=== Material to process ===
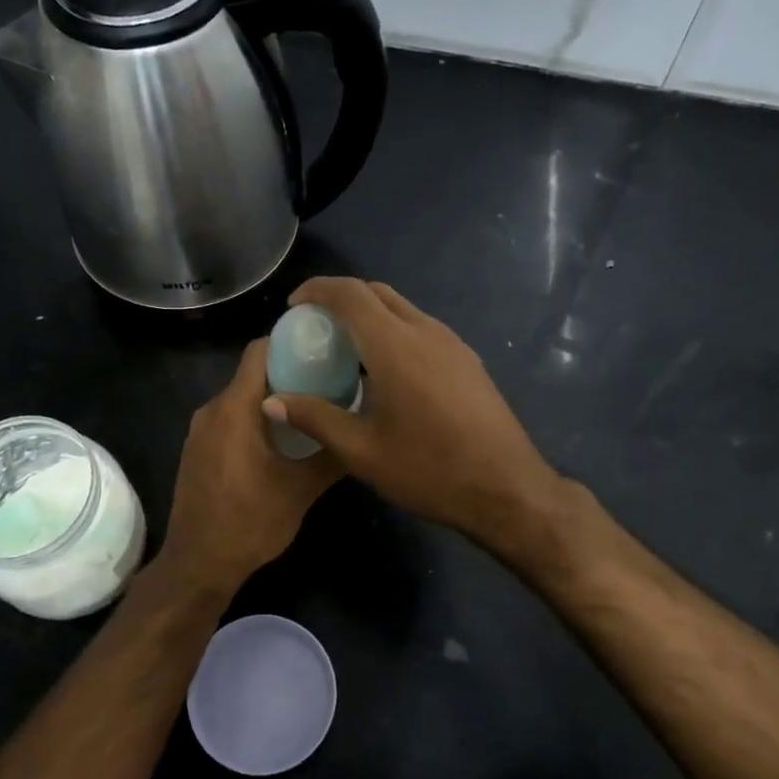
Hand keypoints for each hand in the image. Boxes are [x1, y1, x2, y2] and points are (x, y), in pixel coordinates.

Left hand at [155, 338, 341, 596]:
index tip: (323, 347)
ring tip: (312, 408)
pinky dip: (255, 418)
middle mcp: (211, 410)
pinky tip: (282, 438)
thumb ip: (331, 455)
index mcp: (234, 409)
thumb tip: (361, 431)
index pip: (258, 352)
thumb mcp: (301, 490)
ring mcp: (200, 431)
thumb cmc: (250, 523)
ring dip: (272, 397)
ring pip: (241, 398)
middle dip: (288, 371)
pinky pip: (229, 418)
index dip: (289, 342)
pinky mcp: (197, 450)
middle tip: (329, 379)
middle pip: (251, 373)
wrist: (198, 564)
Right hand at [261, 278, 566, 559]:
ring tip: (346, 349)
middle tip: (315, 326)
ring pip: (403, 308)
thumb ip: (315, 418)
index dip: (317, 290)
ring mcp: (452, 343)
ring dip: (370, 315)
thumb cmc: (429, 470)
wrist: (507, 488)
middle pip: (377, 293)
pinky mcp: (468, 360)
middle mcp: (425, 332)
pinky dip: (393, 331)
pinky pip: (421, 328)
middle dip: (341, 298)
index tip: (294, 306)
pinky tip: (385, 371)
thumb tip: (272, 402)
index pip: (351, 294)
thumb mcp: (362, 451)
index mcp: (395, 346)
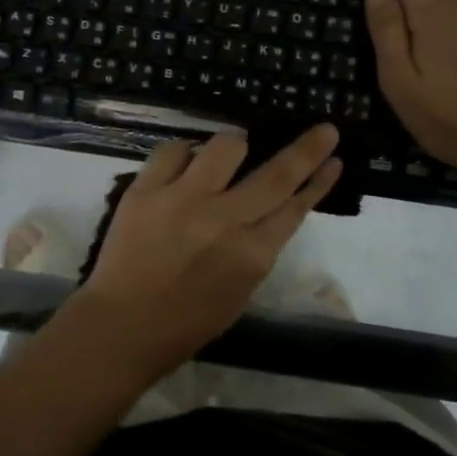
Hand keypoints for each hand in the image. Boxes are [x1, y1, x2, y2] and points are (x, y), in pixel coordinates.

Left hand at [71, 124, 341, 379]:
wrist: (122, 326)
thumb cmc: (186, 321)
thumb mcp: (240, 291)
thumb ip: (257, 248)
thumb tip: (267, 209)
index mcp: (252, 255)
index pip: (296, 207)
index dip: (318, 180)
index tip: (334, 158)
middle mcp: (224, 221)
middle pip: (276, 174)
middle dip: (307, 148)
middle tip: (324, 129)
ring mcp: (184, 200)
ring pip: (226, 147)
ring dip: (235, 146)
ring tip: (230, 154)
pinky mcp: (147, 190)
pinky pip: (173, 150)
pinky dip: (184, 153)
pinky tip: (184, 165)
===
Assignment> Retype each line of the records exactly as it reads; no pictures belong in the copy.

Result of the exercise>
Hand keypoints for each hand in the image. Boxes are [x1, y1, x2, y2] and points are (x, y), in pixel coordinates.

Left hand at [155, 338, 341, 596]:
index tip: (323, 347)
ring tip: (312, 408)
pinky dip: (255, 418)
middle mcp: (211, 410)
pinky tip: (282, 438)
thumb ip: (331, 455)
index mcp: (234, 409)
thumb tip: (361, 431)
index pip: (258, 352)
thumb mcp: (301, 490)
ring mcp: (200, 431)
thumb cmc: (250, 523)
ring dip: (272, 397)
ring pip: (241, 398)
middle dip: (288, 371)
pinky pip: (229, 418)
index dip: (289, 342)
pinky mcp: (197, 450)
middle tip: (329, 379)
middle pip: (251, 373)
wrist: (198, 564)
Right hand at [261, 278, 566, 559]:
ring tip: (346, 349)
middle tip: (315, 326)
ring pip: (403, 308)
thumb ip: (315, 418)
index dip: (317, 290)
ring mcp: (452, 343)
ring dip: (370, 315)
thumb cmc: (429, 470)
wrist: (507, 488)
middle pip: (377, 293)
pinky mcp: (468, 360)
middle mcp: (425, 332)
pinky dip: (393, 331)
pinky pip: (421, 328)
middle dip: (341, 298)
index tip: (294, 306)
pinky tip: (385, 371)
thumb tip: (272, 402)
index pip: (351, 294)
thumb mcp: (362, 451)
index mcp: (395, 346)
Hand keypoints for each hand in the image. Boxes are [x1, y1, x2, y2] and points are (x, y), in pixel coordinates.

Left hand at [71, 124, 341, 379]:
wrist: (122, 326)
thumb cmc: (186, 321)
thumb mcp: (240, 291)
thumb ip: (257, 248)
thumb tip: (267, 209)
index mcp: (252, 255)
index pip: (296, 207)
index dip: (318, 180)
index tip: (334, 158)
middle mcp: (224, 221)
middle pip: (276, 174)
middle dip: (307, 148)
middle tip: (324, 129)
ring mcp: (184, 200)
ring pip: (226, 147)
ring dip: (235, 146)
ring tip: (230, 154)
pinky mcp: (147, 190)
pinky pip: (173, 150)
pinky dip: (184, 153)
pinky tip: (184, 165)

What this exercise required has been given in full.